L’entreprise commercialise depuis le début de l’année en B2b ces lots, comprenant chacun un nombre de moustiques différent en fonction de la zone à traiter, auprès d’agriculteurs, d’acteurs du tourisme et de collectivités, dont la ville de Brive-la-Gaillarde, en Nouvelle-Aquitaine. Les moustiques mâles stérilisés, qui pour rappel ne piquent pas, sont lâchés chaque semaine dans les territoires à protéger. Ils s’accouplent avec les femelles sauvages, sans produire de descendance. Les premiers résultats ont montré une baisse du taux de natalité des moustiques tigres de près de 60 % en quelques semaines.

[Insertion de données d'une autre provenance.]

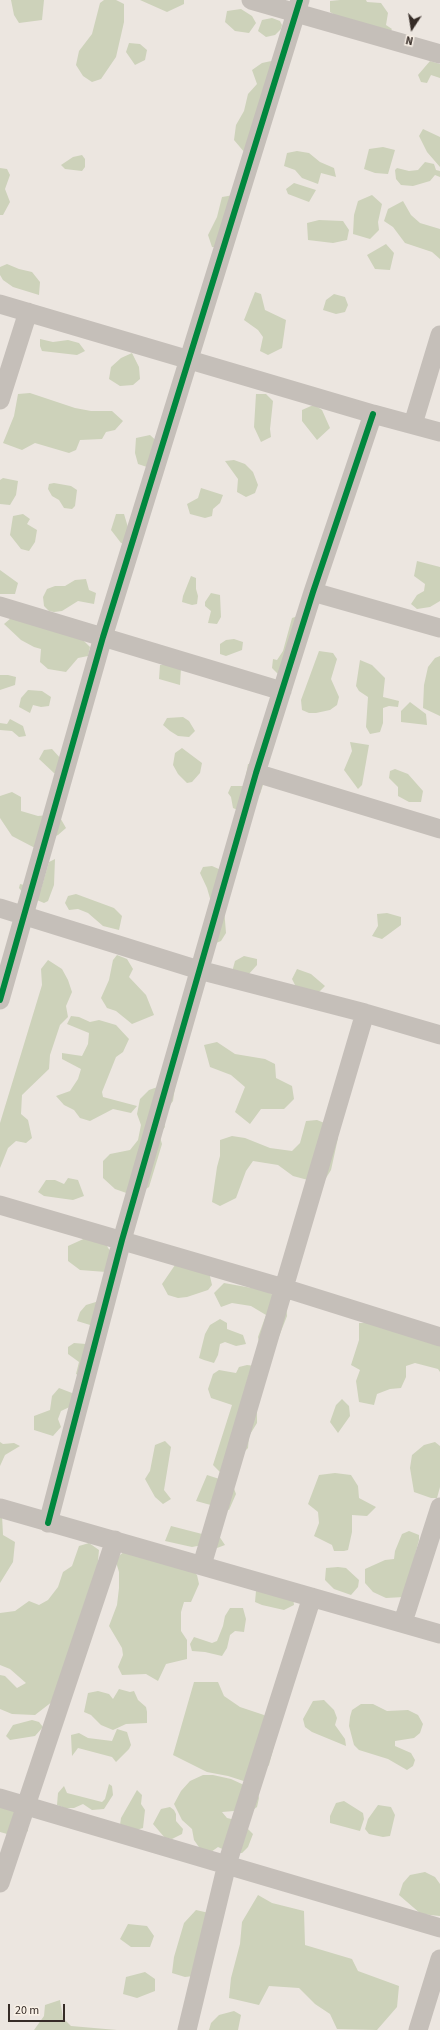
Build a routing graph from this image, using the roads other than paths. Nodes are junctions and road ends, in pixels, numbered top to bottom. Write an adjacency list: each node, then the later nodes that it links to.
1 (251, 0): 2 (street)
2 (298, 6): 3 (street); 7 (street)
3 (440, 54)
4 (0, 304): 5 (street)
5 (28, 312): 7 (street); 8 (street)
6 (440, 335): 10 (street)
7 (190, 359): 9 (street); 15 (street)
8 (0, 400)
9 (373, 414): 10 (street); 12 (street)
10 (412, 424): 11 (street)
11 (440, 432)
12 (313, 592): 14 (street); 16 (street)
13 (0, 606): 15 (street)
14 (440, 628)
15 (103, 637): 16 (street); 20 (street)
16 (282, 692): 17 (street)
17 (256, 773): 18 (street); 21 (street)
18 (440, 829)
19 (0, 908): 20 (street)
20 (25, 916): 21 (street); 22 (street)
21 (199, 970): 23 (street); 26 (street)
22 (0, 1000)
23 (365, 1013): 24 (street); 27 (street)
24 (440, 1035)
25 (0, 1204): 26 (street)
26 (122, 1240): 27 (street); 31 (street)
27 (284, 1288): 28 (street); 33 (street)
28 (440, 1336)
29 (440, 1507): 35 (street)
30 (0, 1508): 31 (street)
31 (48, 1523): 32 (street)
32 (114, 1540): 33 (street); 38 (street)
33 (202, 1565): 34 (street)
34 (312, 1597): 35 (street); 39 (street)
35 (403, 1622): 36 (street)
36 (440, 1634)
37 (0, 1798): 38 (street)
38 (25, 1806): 39 (street); 40 (street)
39 (227, 1864): 41 (street); 43 (street)
40 (0, 1883)
41 (440, 1928)
42 (440, 1959): 44 (street)
43 (188, 2030)
44 (418, 2030)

Sept nouveaux recrutements en 2025

Les insectes sont pour l’instant produits à échelle semi-massive mais Terratis ambitionne de passer à l’échelle industrielle. Pour cela, la deeptech occitane a bouclé une levée de fonds d’1,5 M€ en décembre 2024. « Ce tour de table doit aussi nous permettre d’optimiser nos processus d’élevage, tout en gardant la qualité de nos moustiques. Nous allons également automatiser l’étape de l’élevage des larves, un processus très fastidieux », précise la fondatrice de la jeune pousse incubée au BIC de Montpellier.

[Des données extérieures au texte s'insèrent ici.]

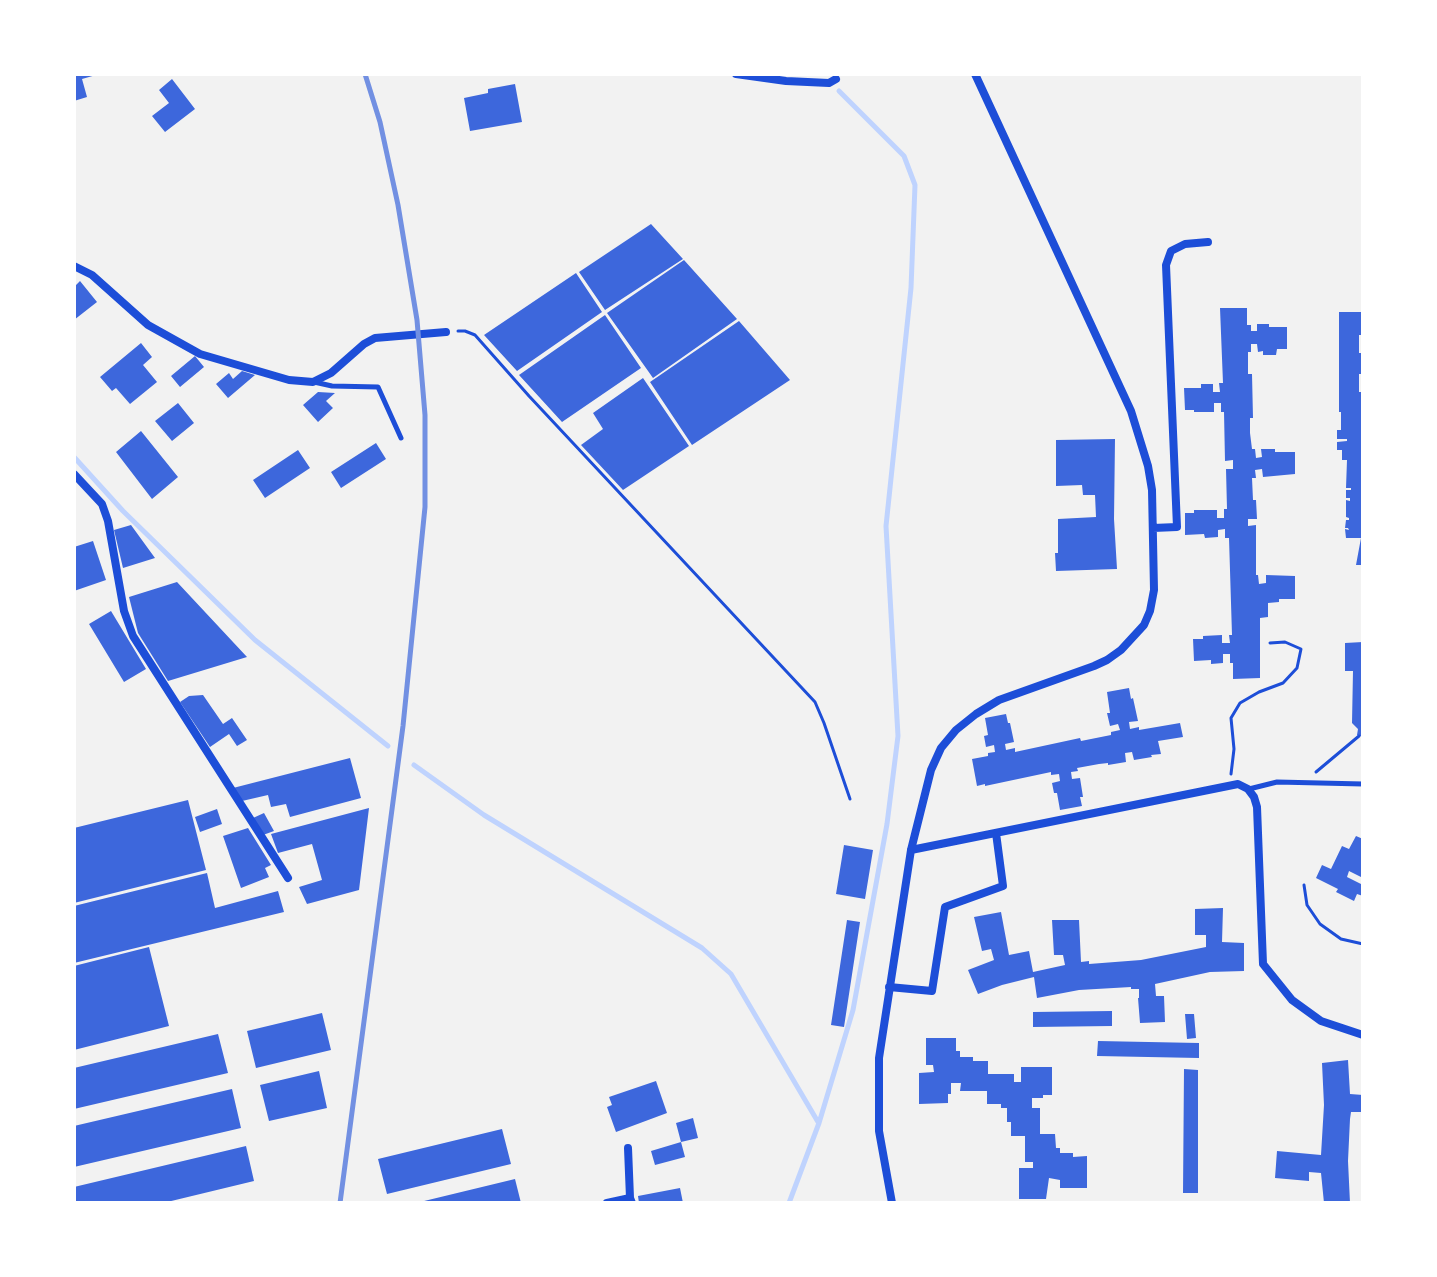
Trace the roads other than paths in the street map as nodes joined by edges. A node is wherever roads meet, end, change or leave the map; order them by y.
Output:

Cette levée de fonds, opérée auprès des fonds d’investissements Odyssée Adventure et Galapagos Innovation, et de la société d’accélération du transfert de technologies montpelliéraine SATT AxLR, doit également permettre à Terratis d’investir dans de nouvelles infrastructures. « Nous avons pour projet de construire une usine pour accompagner la croissance de la production. Les travaux devraient commencer en 2026 et le nouveau site sera opérationnel en 2028. Il devrait, à terme, générer environ 70 emplois directs », précise la scientifique.

L’équipe de Terratis, qui devrait accueillir sept nouveaux collaborateurs avant l’année prochaine, ambitionne également de décliner sa solution.

« Nous souhaitons, à moyen terme, endiguer la prolifération d’autres espèces de nuisibles comme la mouche méditerranéenne des fruits et la carpocapse de la pomme. Par ailleurs, nous envisageons, à l’horizon 2030, le déploiement de nouveaux sites de production sur d’autres territoires, afin de répondre à des problématiques régionales spécifiques en matière de santé publique et de protection des cultures », conclut Clélia Oliva, qui table sur un chiffre d’affaires de 100 K€ cette année et de 280 K€ en 2026.